▸ WHAT THE TASK REQUIRES
Copy out each line below in which the string "edges" appears.

▸ DATA RECORDS
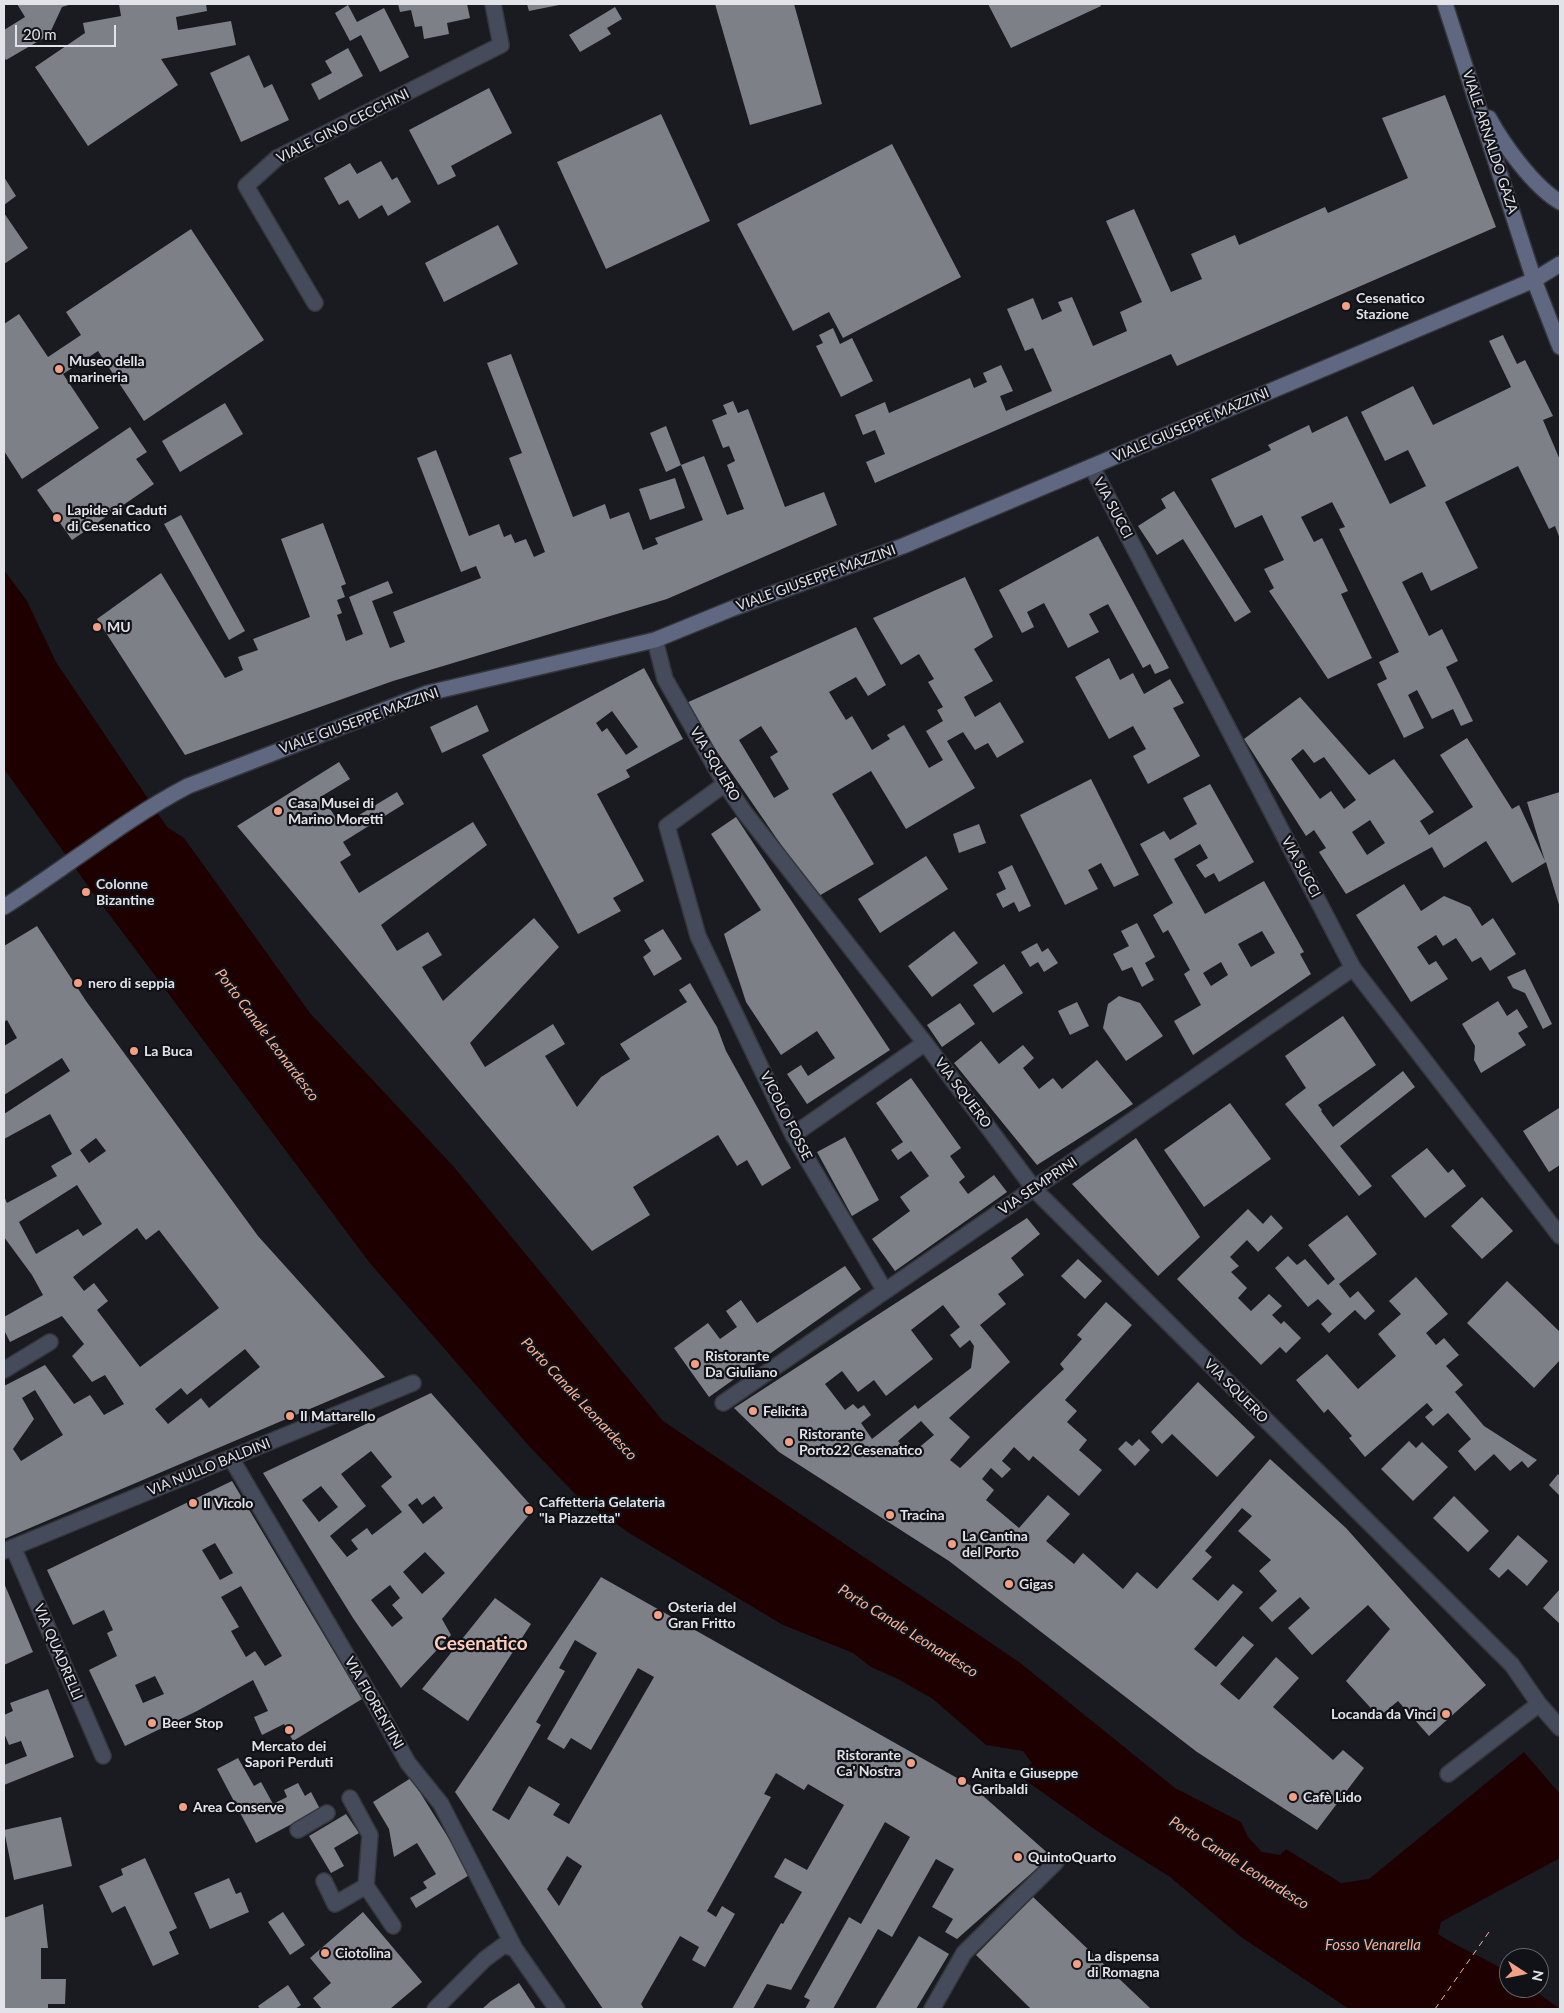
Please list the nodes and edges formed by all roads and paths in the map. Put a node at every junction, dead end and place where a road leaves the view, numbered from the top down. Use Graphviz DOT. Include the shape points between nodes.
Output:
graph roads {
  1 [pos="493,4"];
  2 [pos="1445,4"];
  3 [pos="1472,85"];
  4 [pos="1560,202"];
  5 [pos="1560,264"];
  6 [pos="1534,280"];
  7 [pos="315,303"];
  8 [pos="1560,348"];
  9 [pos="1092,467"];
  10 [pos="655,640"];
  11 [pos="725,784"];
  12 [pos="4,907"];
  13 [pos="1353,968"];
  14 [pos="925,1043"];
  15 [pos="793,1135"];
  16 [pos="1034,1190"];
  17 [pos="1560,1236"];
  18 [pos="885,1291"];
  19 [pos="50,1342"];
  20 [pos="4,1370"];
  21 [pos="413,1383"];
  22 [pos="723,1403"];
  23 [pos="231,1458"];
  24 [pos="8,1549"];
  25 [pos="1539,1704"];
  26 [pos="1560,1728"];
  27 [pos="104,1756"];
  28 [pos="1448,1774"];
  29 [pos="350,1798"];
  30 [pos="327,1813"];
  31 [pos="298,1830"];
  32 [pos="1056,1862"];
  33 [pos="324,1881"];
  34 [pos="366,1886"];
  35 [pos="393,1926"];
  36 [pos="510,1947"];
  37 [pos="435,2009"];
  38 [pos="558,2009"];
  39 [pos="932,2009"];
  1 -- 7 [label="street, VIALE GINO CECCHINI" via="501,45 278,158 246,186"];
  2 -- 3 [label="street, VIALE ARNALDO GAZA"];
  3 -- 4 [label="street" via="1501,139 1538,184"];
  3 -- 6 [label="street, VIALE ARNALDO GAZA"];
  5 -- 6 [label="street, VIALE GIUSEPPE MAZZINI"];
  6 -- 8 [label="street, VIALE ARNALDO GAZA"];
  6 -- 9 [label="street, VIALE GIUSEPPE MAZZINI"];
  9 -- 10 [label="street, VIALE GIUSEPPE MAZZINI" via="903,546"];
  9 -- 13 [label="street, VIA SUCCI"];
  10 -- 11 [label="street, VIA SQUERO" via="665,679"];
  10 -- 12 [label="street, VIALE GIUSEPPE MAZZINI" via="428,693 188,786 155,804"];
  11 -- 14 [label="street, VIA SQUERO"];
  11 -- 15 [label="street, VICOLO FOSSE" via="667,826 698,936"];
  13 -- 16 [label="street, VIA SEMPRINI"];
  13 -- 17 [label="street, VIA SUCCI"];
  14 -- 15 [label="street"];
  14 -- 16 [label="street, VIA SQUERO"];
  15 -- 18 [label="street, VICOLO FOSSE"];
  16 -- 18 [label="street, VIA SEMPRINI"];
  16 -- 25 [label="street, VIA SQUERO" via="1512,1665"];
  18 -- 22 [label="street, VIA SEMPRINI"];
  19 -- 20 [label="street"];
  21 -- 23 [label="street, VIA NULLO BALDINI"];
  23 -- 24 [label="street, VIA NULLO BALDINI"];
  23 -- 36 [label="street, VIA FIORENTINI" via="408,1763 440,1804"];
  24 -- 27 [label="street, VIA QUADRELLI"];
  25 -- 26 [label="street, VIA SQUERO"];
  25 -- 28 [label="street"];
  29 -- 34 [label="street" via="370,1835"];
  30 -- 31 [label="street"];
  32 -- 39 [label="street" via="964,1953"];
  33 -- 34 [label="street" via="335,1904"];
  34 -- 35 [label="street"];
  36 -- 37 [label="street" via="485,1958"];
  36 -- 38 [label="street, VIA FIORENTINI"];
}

* * *

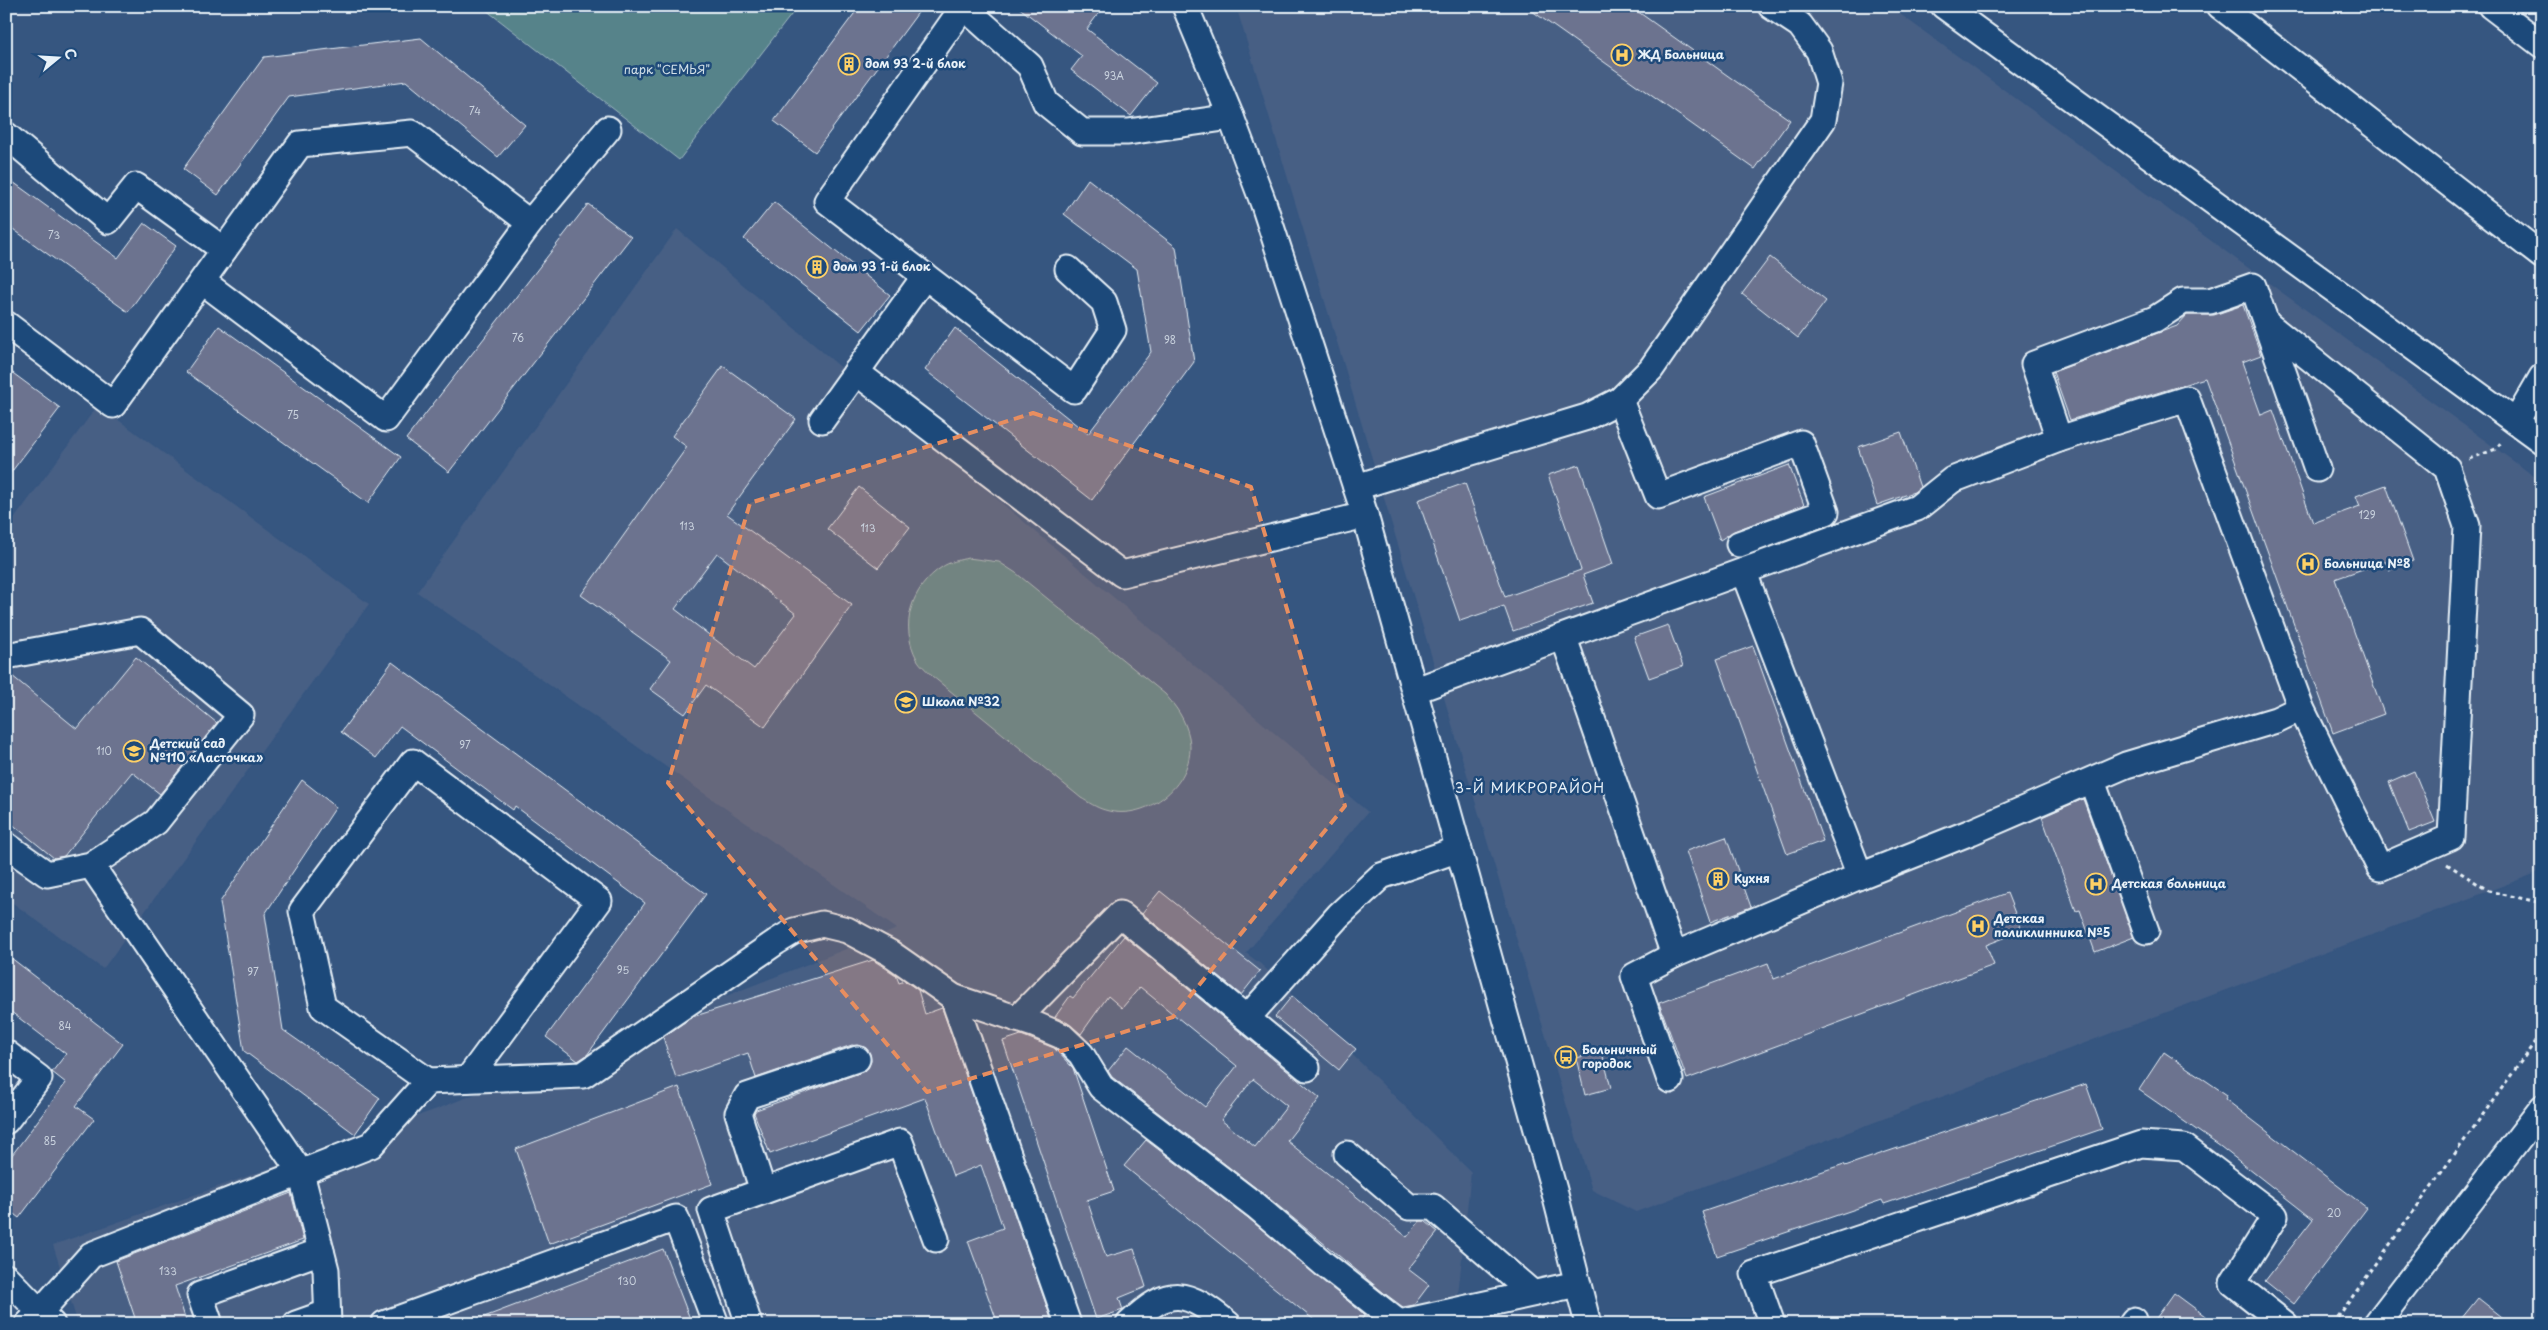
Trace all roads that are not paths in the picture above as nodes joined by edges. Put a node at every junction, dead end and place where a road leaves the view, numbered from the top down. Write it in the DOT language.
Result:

---

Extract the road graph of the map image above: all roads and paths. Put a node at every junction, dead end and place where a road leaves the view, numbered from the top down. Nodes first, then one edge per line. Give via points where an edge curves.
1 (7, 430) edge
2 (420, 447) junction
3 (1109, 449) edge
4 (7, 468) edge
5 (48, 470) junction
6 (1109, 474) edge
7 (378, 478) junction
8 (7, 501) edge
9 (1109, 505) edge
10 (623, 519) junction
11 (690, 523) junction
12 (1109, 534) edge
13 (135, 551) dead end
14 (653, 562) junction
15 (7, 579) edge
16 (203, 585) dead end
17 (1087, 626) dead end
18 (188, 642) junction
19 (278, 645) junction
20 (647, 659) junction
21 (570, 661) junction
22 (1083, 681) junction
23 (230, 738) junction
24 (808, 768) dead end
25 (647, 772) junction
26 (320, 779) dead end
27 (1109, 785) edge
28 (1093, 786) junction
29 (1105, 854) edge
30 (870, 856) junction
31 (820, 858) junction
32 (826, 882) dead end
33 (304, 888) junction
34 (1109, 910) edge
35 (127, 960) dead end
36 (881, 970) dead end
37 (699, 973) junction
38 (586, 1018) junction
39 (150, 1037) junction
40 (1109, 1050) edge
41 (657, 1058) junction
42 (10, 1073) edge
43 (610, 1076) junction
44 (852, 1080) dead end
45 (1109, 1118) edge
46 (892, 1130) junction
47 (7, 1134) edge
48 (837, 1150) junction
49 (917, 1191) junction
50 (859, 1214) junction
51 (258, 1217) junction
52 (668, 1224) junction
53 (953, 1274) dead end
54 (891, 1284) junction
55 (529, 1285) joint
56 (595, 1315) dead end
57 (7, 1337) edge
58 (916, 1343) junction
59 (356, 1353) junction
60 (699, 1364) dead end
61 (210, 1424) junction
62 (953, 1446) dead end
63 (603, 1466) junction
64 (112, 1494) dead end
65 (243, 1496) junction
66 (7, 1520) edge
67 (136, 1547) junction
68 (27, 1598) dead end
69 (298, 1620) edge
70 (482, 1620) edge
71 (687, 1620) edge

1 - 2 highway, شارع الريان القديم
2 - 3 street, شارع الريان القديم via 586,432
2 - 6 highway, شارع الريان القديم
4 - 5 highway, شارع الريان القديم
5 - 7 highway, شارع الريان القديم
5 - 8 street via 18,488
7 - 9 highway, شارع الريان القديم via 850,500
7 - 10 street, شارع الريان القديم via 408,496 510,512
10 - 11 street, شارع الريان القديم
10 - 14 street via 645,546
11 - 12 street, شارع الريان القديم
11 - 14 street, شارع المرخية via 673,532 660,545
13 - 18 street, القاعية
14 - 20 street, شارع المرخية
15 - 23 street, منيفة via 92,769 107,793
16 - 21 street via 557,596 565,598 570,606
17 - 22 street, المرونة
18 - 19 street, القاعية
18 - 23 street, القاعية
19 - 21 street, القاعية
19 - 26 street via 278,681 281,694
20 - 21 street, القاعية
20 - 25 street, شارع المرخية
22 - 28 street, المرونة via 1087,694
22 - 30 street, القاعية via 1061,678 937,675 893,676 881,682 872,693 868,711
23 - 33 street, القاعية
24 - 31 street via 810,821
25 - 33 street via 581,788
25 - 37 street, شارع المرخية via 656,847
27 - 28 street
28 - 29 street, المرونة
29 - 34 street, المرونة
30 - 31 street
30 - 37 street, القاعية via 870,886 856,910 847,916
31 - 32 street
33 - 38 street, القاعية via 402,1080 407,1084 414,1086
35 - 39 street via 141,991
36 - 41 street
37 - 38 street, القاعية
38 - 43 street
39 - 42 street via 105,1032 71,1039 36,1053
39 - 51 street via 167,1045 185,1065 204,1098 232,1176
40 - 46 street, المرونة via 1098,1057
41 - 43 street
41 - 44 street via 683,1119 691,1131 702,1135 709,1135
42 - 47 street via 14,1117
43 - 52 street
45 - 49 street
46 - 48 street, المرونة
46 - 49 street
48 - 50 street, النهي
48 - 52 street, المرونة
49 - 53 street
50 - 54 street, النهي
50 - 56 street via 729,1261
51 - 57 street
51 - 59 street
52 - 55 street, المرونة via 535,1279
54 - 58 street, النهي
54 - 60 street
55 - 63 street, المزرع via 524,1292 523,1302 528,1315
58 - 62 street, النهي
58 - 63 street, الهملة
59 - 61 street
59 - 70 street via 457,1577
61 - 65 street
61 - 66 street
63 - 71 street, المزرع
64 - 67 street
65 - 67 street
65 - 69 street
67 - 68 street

▸ WRITTEN SOLUTION
Please list the nodes and edges formed by all roads and paths in the map. Put a node at every junction, dead end and place where a road leaves the view, numbered from the top down. Use Graphviz DOT. Include the shape points between nodes.
Trace all roads that are not paths in the picture above as nodes joined by edges. Put a node at every junction, dead end and place where a road leaves the view, numbered from the top down. Write it in the DOT language.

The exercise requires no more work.